* **What you are asked to do**: Look below for the line containing "pinky dip: (84, 318)"; from there through the line containing "index dip: (210, 245)", both lines included, please set down each line exactly and nothing else.

* **Exercise material**:

______________________________

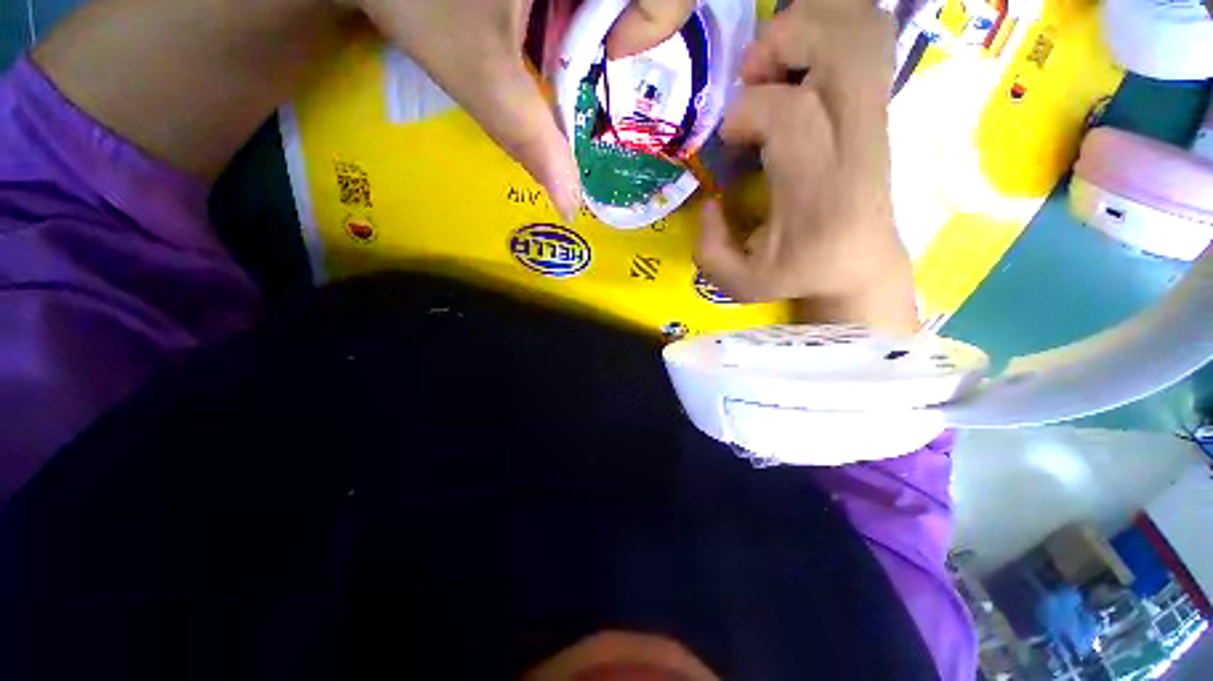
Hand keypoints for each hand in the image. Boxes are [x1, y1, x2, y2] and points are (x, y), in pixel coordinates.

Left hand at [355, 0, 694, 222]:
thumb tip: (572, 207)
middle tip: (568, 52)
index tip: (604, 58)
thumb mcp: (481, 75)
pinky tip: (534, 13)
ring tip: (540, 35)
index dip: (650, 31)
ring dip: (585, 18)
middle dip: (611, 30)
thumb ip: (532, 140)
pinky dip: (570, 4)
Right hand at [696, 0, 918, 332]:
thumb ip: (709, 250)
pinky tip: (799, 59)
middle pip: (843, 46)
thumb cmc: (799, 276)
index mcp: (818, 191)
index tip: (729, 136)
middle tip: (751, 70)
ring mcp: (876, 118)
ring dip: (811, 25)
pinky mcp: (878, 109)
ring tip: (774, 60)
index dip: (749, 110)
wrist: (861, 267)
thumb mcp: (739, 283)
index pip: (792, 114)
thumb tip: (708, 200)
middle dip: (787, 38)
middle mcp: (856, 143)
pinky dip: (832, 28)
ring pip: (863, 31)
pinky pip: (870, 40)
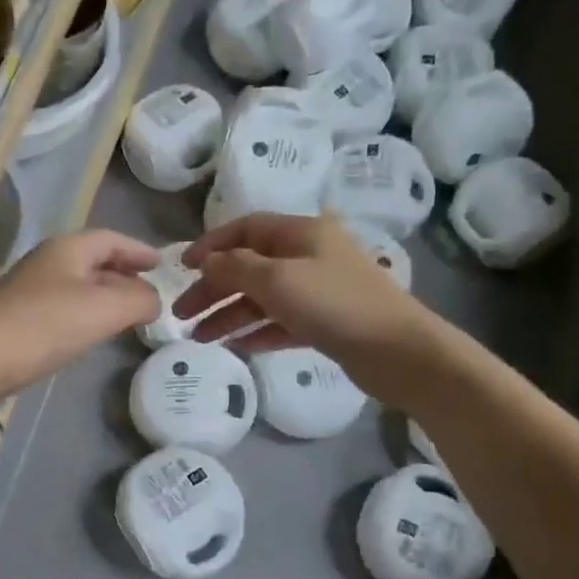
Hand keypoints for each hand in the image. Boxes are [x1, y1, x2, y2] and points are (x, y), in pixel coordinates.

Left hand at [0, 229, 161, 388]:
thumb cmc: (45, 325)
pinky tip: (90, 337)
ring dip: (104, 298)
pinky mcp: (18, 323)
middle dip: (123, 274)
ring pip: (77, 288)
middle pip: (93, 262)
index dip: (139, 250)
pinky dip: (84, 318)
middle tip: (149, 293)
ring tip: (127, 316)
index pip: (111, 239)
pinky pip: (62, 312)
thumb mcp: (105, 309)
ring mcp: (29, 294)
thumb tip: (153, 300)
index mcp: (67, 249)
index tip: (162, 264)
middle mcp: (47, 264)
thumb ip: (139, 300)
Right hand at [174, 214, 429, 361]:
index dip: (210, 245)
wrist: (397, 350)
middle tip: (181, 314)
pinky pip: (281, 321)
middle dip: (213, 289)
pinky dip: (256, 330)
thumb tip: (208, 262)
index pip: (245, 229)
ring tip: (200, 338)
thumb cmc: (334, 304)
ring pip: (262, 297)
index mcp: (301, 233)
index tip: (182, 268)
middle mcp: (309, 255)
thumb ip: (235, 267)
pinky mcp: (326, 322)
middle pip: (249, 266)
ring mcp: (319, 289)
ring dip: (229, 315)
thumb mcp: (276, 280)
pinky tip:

______________________________

* **Response**:
pinky dip: (84, 318)
middle tip: (149, 293)
ring tip: (127, 316)
index pip: (111, 239)
pinky pip: (62, 312)
thumb mcp: (105, 309)
ring mcp: (29, 294)
thumb tip: (153, 300)
index mcp: (67, 249)
index tip: (162, 264)
middle mcp: (47, 264)
thumb ip: (139, 300)
Right hand at [174, 214, 429, 361]:
index dip: (210, 245)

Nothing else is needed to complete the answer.